The director of the Legal Department at the Ministry of Communications, Mr. Imad Al-Shammari, pointed out that the classification of informatics related crimes are divided into several types by international agencies, including crimes relating to information safety, and issues regarding intellectual property. Al-Shammari added that Iraq needs to pass a law that protects citizens from hackers, fraud, identity theft, racism and hatred. However, the law cannot sanction censorship — ‘protection’ cannot come at the expense of freedom of expression. Thus, the law must be written carefully, by those who specialize in the field, and who are capable of finding the fragile balance between freedom and security.

A representative from UNESCO, Mr.

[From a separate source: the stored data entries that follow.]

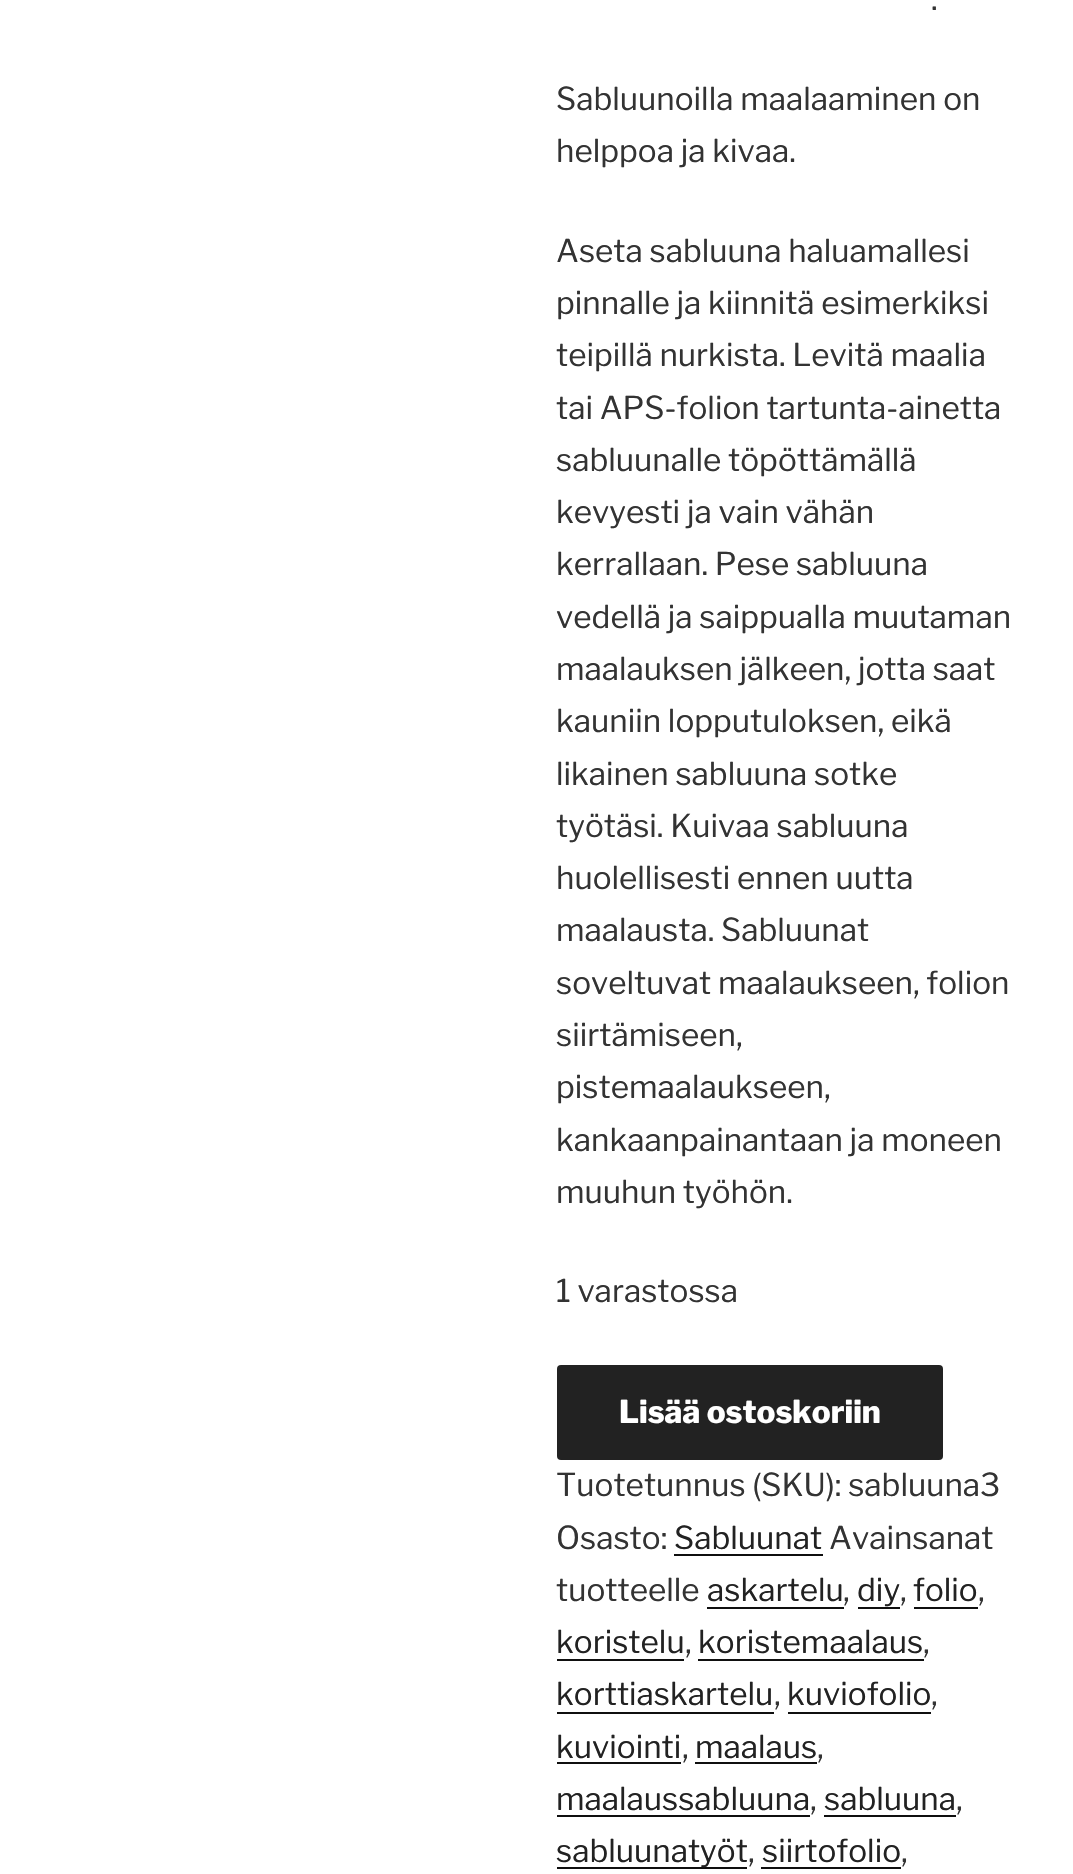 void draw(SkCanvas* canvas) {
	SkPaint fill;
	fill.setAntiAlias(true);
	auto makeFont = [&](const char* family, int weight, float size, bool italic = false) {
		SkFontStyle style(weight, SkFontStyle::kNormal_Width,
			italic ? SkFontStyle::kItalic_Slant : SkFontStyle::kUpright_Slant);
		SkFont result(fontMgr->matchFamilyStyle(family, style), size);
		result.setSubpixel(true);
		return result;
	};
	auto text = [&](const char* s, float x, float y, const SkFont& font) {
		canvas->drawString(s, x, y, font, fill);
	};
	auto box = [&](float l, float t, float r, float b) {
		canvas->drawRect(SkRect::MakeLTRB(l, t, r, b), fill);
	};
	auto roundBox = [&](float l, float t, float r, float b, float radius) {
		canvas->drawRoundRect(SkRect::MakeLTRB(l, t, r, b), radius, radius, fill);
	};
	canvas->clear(0xFFFFFFFF);
	fill.setColor(0xFF222222);
	roundBox(557, 1365, 943, 1460, 4);
	fill.setColor(0xFF0F0F0F);
	box(674, 1554, 823, 1556);
	box(707, 1607, 844, 1609);
	box(858, 1607, 900, 1609);
	box(914, 1607, 978, 1609);
	box(557, 1659, 684, 1661);
	box(698, 1659, 924, 1661);
	box(557, 1712, 774, 1714);
	box(788, 1712, 931, 1714);
	box(557, 1762, 681, 1764);
	box(695, 1762, 817, 1764);
	box(557, 1815, 810, 1817);
	box(824, 1815, 956, 1817);
	box(557, 1867, 747, 1869);
	box(761, 1867, 901, 1869);
	auto font1 = makeFont("Libre Franklin", 400, 31.5f);
	fill.setColor(0xFF333333);
	text(".", 931, 10, font1);
	text("Sabluunoilla maalaaminen on", 556, 110, font1);
	text("helppoa ja kivaa.", 556, 162, font1);
	text("Aseta sabluuna haluamallesi", 556, 262, font1);
	text("pinnalle ja kiinnitä esimerkiksi", 556, 314, font1);
	text("teipillä nurkista. Levitä maalia", 556, 366, font1);
	text("tai APS-folion tartunta-ainetta", 556, 419, font1);
	text("sabluunalle töpöttämällä", 556, 471, font1);
	text("kevyesti ja vain vähän", 556, 523, font1);
	text("kerrallaan. Pese sabluuna", 556, 575, font1);
	text("vedellä ja saippualla muutaman", 556, 628, font1);
	text("maalauksen jälkeen, jotta saat", 556, 680, font1);
	text("kauniin lopputuloksen, eikä", 556, 732, font1);
	text("likainen sabluuna sotke", 556, 785, font1);
	text("työtäsi. Kuivaa sabluuna", 556, 837, font1);
	text("huolellisesti ennen uutta", 556, 889, font1);
	text("maalausta. Sabluunat", 556, 941, font1);
	text("soveltuvat maalaukseen, folion", 556, 994, font1);
	text("siirtämiseen,", 556, 1046, font1);
	text("pistemaalaukseen,", 556, 1098, font1);
	text("kankaanpainantaan ja moneen", 556, 1151, font1);
	text("muuhun työhön.", 556, 1203, font1);
	text("1 varastossa", 556, 1302, font1);
	auto font2 = makeFont("Libre Franklin", 800, 31.5f);
	fill.setColor(0xFFFFFFFF);
	text("Lisää ostoskoriin", 619, 1423, font2);
	fill.setColor(0xFF333333);
	text("Tuotetunnus (SKU): sabluuna3", 556, 1496, font1);
	text("Osasto:", 556, 1549, font1);
	fill.setColor(0xFF222222);
	text("Sabluunat", 674, 1549, font1);
	fill.setColor(0xFF333333);
	text("Avainsanat", 829, 1549, font1);
	text("tuotteelle", 556, 1601, font1);
	fill.setColor(0xFF222222);
	text("askartelu", 707, 1601, font1);
	fill.setColor(0xFF333333);
	text(",", 843, 1601, font1);
	fill.setColor(0xFF222222);
	text("diy", 857, 1601, font1);
	fill.setColor(0xFF333333);
	text(",", 900, 1601, font1);
	fill.setColor(0xFF222222);
	text("folio", 913, 1601, font1);
	fill.setColor(0xFF333333);
	text(",", 978, 1601, font1);
	fill.setColor(0xFF222222);
	text("koristelu", 556, 1653, font1);
	fill.setColor(0xFF333333);
	text(",", 685, 1653, font1);
	fill.setColor(0xFF222222);
	text("koristemaalaus", 698, 1653, font1);
	fill.setColor(0xFF333333);
	text(",", 923, 1653, font1);
	fill.setColor(0xFF222222);
	text("korttiaskartelu", 556, 1705, font1);
	fill.setColor(0xFF333333);
	text(",", 774, 1705, font1);
	fill.setColor(0xFF222222);
	text("kuviofolio", 787, 1705, font1);
	fill.setColor(0xFF333333);
	text(",", 931, 1705, font1);
	fill.setColor(0xFF222222);
	text("kuviointi", 556, 1758, font1);
	fill.setColor(0xFF333333);
	text(",", 682, 1758, font1);
	fill.setColor(0xFF222222);
	text("maalaus", 695, 1758, font1);
	fill.setColor(0xFF333333);
	text(",", 817, 1758, font1);
	fill.setColor(0xFF222222);
	text("maalaussabluuna", 556, 1810, font1);
	fill.setColor(0xFF333333);
	text(",", 810, 1810, font1);
	fill.setColor(0xFF222222);
	text("sabluuna", 824, 1810, font1);
	fill.setColor(0xFF333333);
	text(",", 956, 1810, font1);
	fill.setColor(0xFF222222);
	text("sabluunatyöt", 556, 1862, font1);
	fill.setColor(0xFF333333);
	text(",", 748, 1862, font1);
	fill.setColor(0xFF222222);
	text("siirtofolio", 762, 1862, font1);
	fill.setColor(0xFF333333);
	text(",", 901, 1862, font1);
} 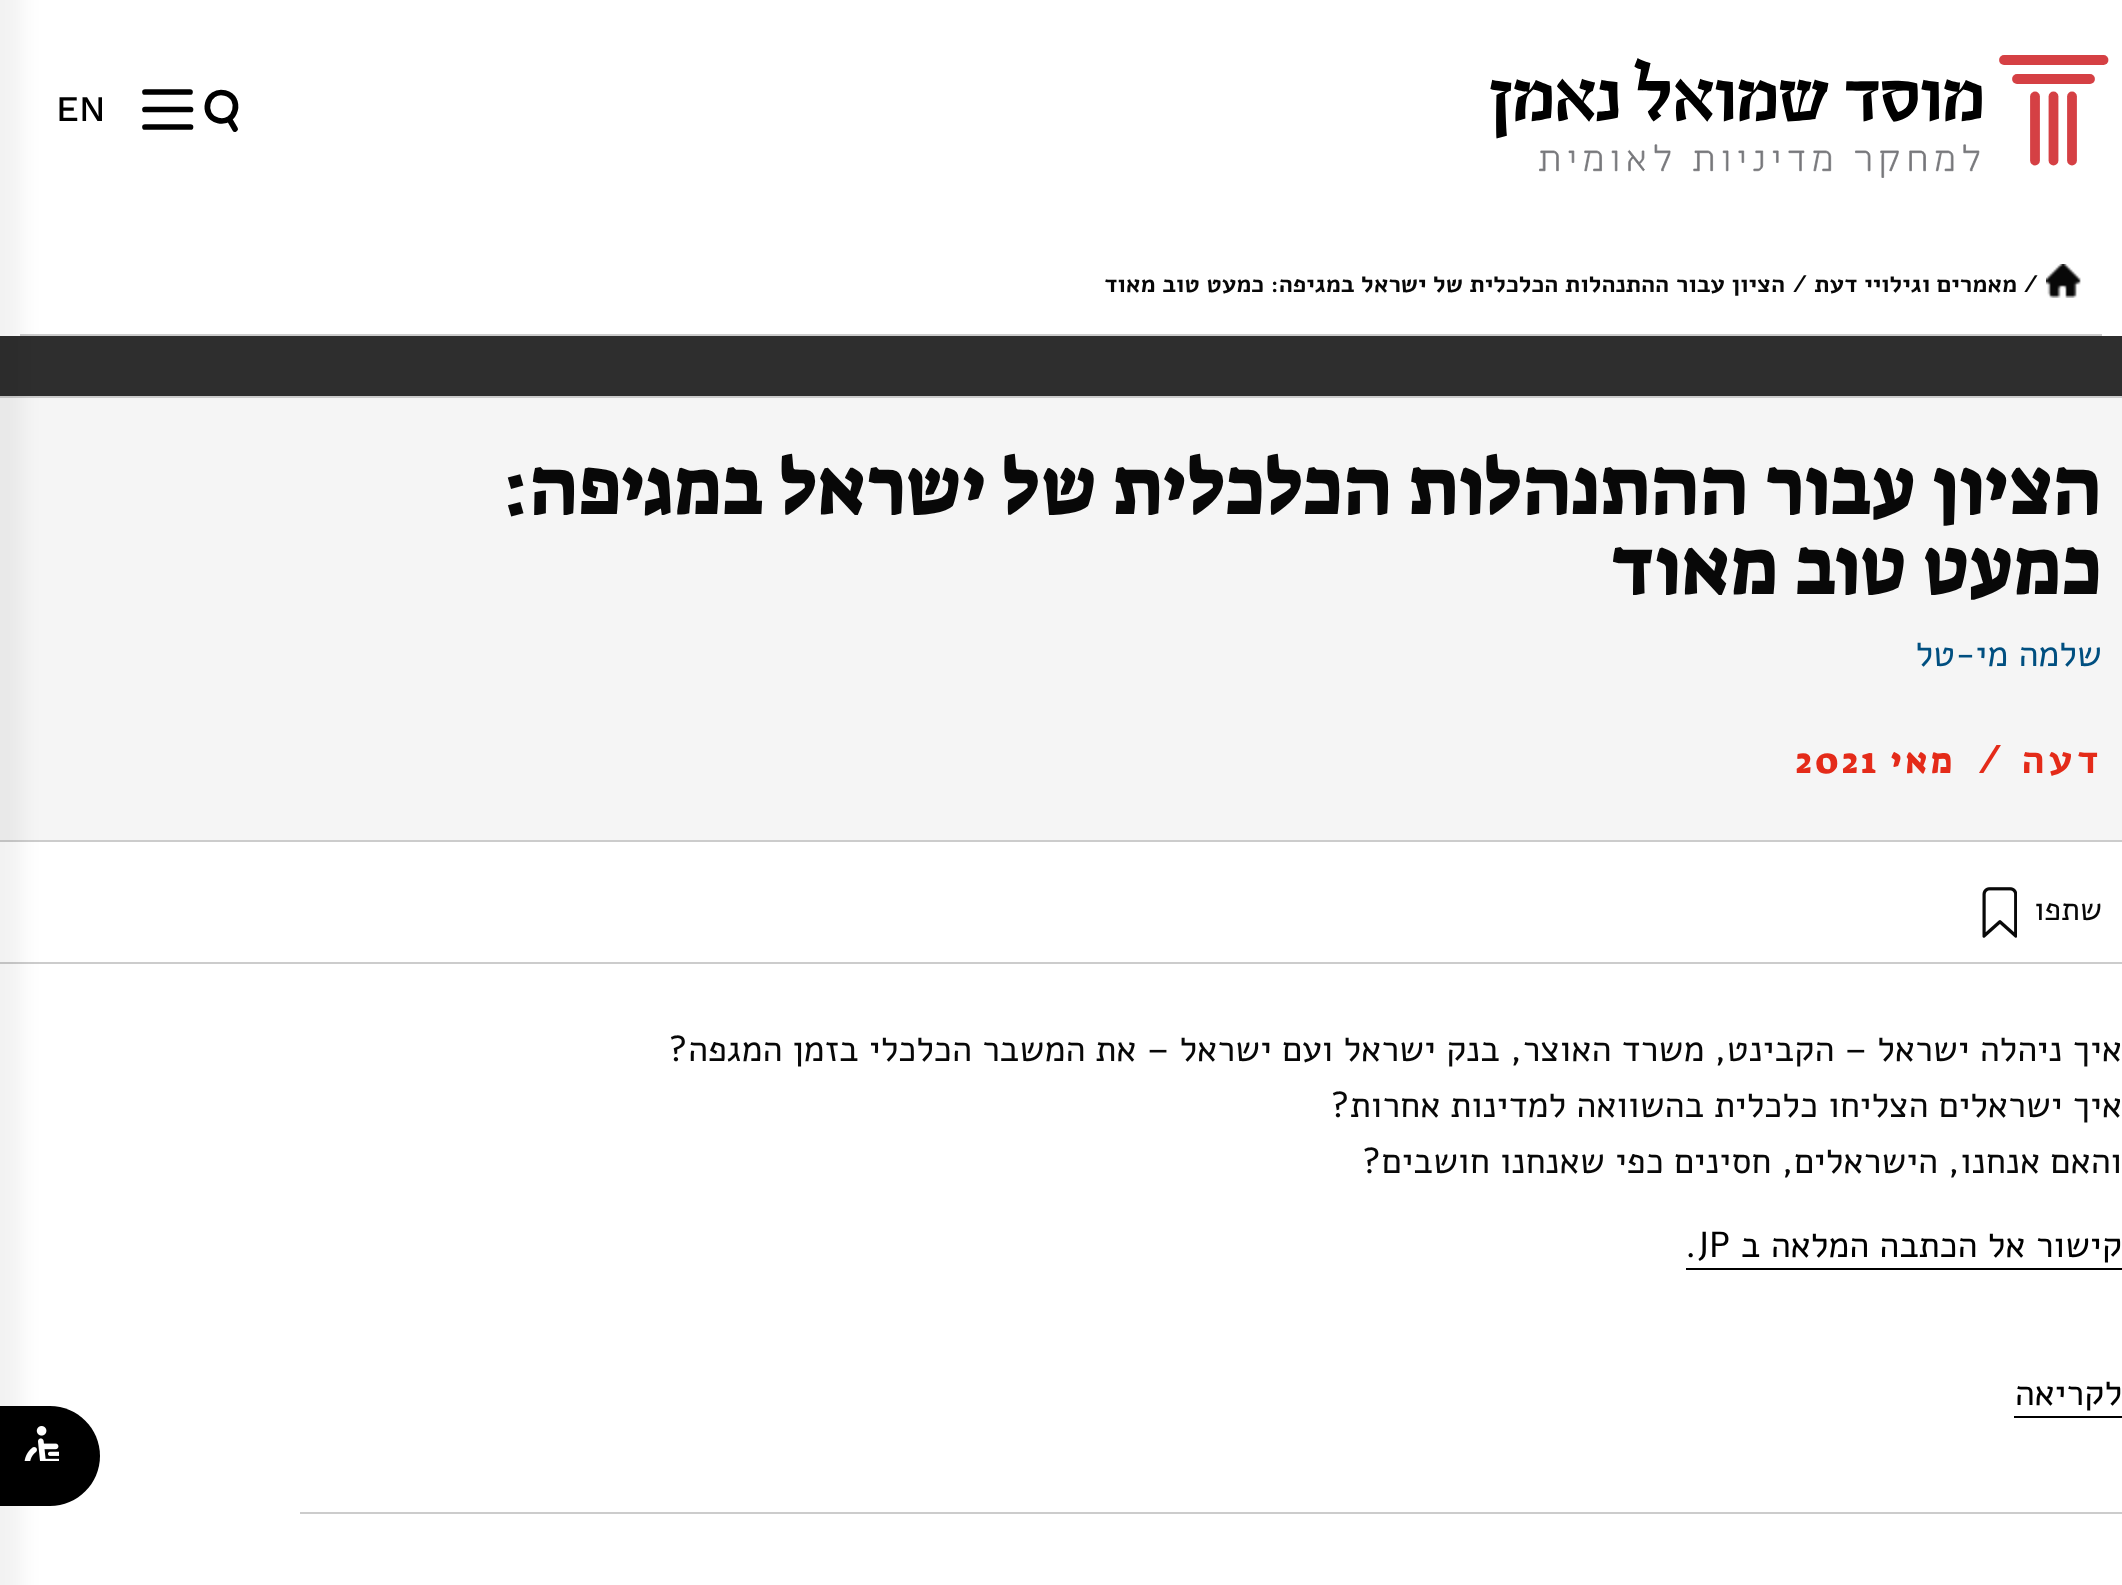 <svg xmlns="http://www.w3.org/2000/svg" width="2122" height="1585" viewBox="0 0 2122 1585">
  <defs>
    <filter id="blur1" x="-50%" y="-200%" width="200%" height="500%"><feGaussianBlur stdDeviation="10"/></filter>
  </defs>
  <rect width="100%" height="100%" fill="#ffffff"/>
  <path d="M2004 60H2103.5" fill="none" stroke="#d54044" stroke-width="9.8" stroke-linecap="round"/>
  <path d="M2017 79H2090" fill="none" stroke="#d54044" stroke-width="9.8" stroke-linecap="round"/>
  <path d="M2072 160.5V96.5" fill="none" stroke="#d54044" stroke-width="9.8" stroke-linecap="round"/>
  <path d="M2053.5 160.5V96.5" fill="none" stroke="#d54044" stroke-width="9.8" stroke-linecap="round"/>
  <path d="M2035 160.5V96.5" fill="none" stroke="#d54044" stroke-width="9.8" stroke-linecap="round"/>
  <image x="1490" y="58" width="492" height="120" href="img1.png"/>
  <path d="M225 93C243 97.5 236 125 218 120.5C200 116 206.5 88.5 225 93Z" fill="none" stroke="#000000" stroke-width="5.7"/>
  <path d="M235 129L229.5 119.5" fill="none" stroke="#000000" stroke-width="5.7" stroke-linecap="round"/>
  <path d="M190 92H145M190.5 109.5H145M190.5 127H145" fill="none" stroke="#000000" stroke-width="5.7" stroke-linecap="round"/>
  <text x="56" y="121" font-family="Work Sans" font-size="36" font-weight="500" fill="#000000">EN</text>
  <rect x="20" y="334" width="2082" height="2" fill="#cccccc"/>
  <image x="2046" y="264" width="35" height="34" href="img2.png"/>
  <text x="2023" y="292" font-family="Alef" font-size="24" font-weight="bold" fill="#080808">/</text>
  <text x="2017" y="292" font-family="Alef" font-size="24" font-weight="bold" direction="rtl" fill="#080808">מאמרים וגילויי דעת</text>
  <text x="1792" y="292" font-family="Alef" font-size="24" font-weight="bold" fill="#080808">/</text>
  <text x="1785" y="292" font-family="Alef" font-size="24" font-weight="bold" direction="rtl" fill="#080808">הציון עבור ההתנהלות הכלכלית של ישראל במגיפה: כמעט טוב מאוד</text>
  <rect x="0" y="336" width="2122" height="60" fill="#2e2e2e"/>
  <rect x="0" y="396" width="2122" height="2" fill="#cccccc"/>
  <rect x="0" y="398" width="2122" height="442" fill="#f5f5f5"/>
  <rect x="0" y="840" width="2122" height="2" fill="#cccccc"/>
  <rect x="0" y="962" width="2122" height="2" fill="#cccccc"/>
  <path d="M0 1406H50C77.5 1406 100 1428.5 100 1456C100 1483.5 77.5 1506 50 1506H0Z" fill="#000000"/>
  <image x="24" y="1426" width="35" height="35" href="img4.png"/>
  <rect x="-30" y="-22" width="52" height="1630" fill="#000000" fill-opacity="0.05" filter="url(#blur1)"/>
  <text x="2102" y="514" font-family="Suez One" font-size="80" direction="rtl" fill="#080808">הציון עבור ההתנהלות הכלכלית של ישראל במגיפה:</text>
  <text x="2102" y="594" font-family="Suez One" font-size="80" direction="rtl" fill="#080808">כמעט טוב מאוד</text>
  <text x="2102" y="666" font-family="Alef" font-size="36" direction="rtl" fill="#004f80">שלמה מי-טל</text>
  <text x="2102" y="773" font-family="Alef" font-size="40" font-weight="bold" letter-spacing="3.5" direction="rtl" fill="#e42b19">דעה /</text>
  <text x="1956" y="773" font-family="Suez One" font-size="36" letter-spacing="3.5" direction="rtl" fill="#e42b19">מאי</text>
  <text x="1796" y="773" font-family="Suez One" font-size="36" letter-spacing="3.5" fill="#e42b19">2021</text>
  <text x="2102" y="920" font-family="Alef" font-size="32" direction="rtl" fill="#080808">שתפו</text>
  <image x="1982" y="887" width="35" height="51" href="img3.png"/>
  <text x="2122" y="1061" font-family="Alef" font-size="36" direction="rtl" fill="#080808">איך ניהלה ישראל – הקבינט, משרד האוצר, בנק ישראל ועם ישראל – את המשבר הכלכלי בזמן המגפה?</text>
  <text x="2122" y="1117" font-family="Alef" font-size="36" direction="rtl" fill="#080808">איך ישראלים הצליחו כלכלית בהשוואה למדינות אחרות?</text>
  <text x="2122" y="1173" font-family="Alef" font-size="36" direction="rtl" fill="#080808">והאם אנחנו, הישראלים, חסינים כפי שאנחנו חושבים?</text>
  <text x="2122" y="1257" font-family="Alef" font-size="36" direction="rtl" fill="#000000">קישור אל הכתבה המלאה ב</text>
  <rect x="1686" y="1268" width="436" height="2" fill="#000000"/>
  <text x="1685" y="1257" font-family="Alef" font-size="36" fill="#000000">.JP</text>
  <text x="2122" y="1405" font-family="Alef" font-size="36" direction="rtl" fill="#000000">לקריאה</text>
  <rect x="2014" y="1416" width="108" height="2" fill="#000000"/>
  <rect x="300" y="1512" width="1822" height="2" fill="#cccccc"/>
</svg>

Diaa Al-Sarrai, pointed out that there are many peculiarities about this draft law, including the fact that its own articles do not match its name, and that it uses a definition of ‘informatics’ that is different from that which is given by the UN. He added that the draft was written hastily, and is based largely on laws of neighboring countries, many of which are extremely restrictive of citizens’ most basic freedoms. If approved in its current form, Al-Sarrai said, the draft law would limit freedom of expression and threaten the security of activists and the media.

The seminar included an open discussion between the lecturers and the attendees, in which Dr. Bushra Obeidi, the legal adviser of IWJF, explained that the name of the law should be, ‘Electronic Sites Crimes’, because this is more accurate: most crimes today occur on social networking sites, and if apprehended, perpetrators of abuse (such as, libel and extortion) should have restrictions placed on them.

The director of the Information of National Wisdom Movement (NWM), Mr. Baligh Abu Kalal, stressed that the NWM will not vote on this draft law because current government institutions are not yet strong and clear enough about their policies surrounding informatics. He insisted that before such a law is passed, there must be a national strategy in place which works to deter people from committing electronic crimes by spreading a culture of citizenship, tolerance and inclusion. He concluded that the passage of the draft law in its current form would be similar to that of Article 4 of the law on terrorism crimes, because like that law, it too threatens to restrict freedom of expression.

President of IWJF, Ms. Nibras Al-Mamouri, explained that the objective of the seminar was a clear sense of how to intervene in the process by which a draft law becomes law so that changes can be implemented which ensure the protection of the rights and freedoms guaranteed by the constitution. She stressed that the draft contains loose and ambiguous phrases which might be used punitively. Instead, the law should be an educational law that urges people to use the internet correctly, without harming themselves or others. Such a law requires specialized training on how to legislate and implement it.

This seminar was put on by the Shahrazad Project in cooperation with the Italian Organization, Un Ponte Per… and the Iraqi Civil Society Solidarity Initiative, with funding from the Federal Republic of Germany and the FAI Foundation.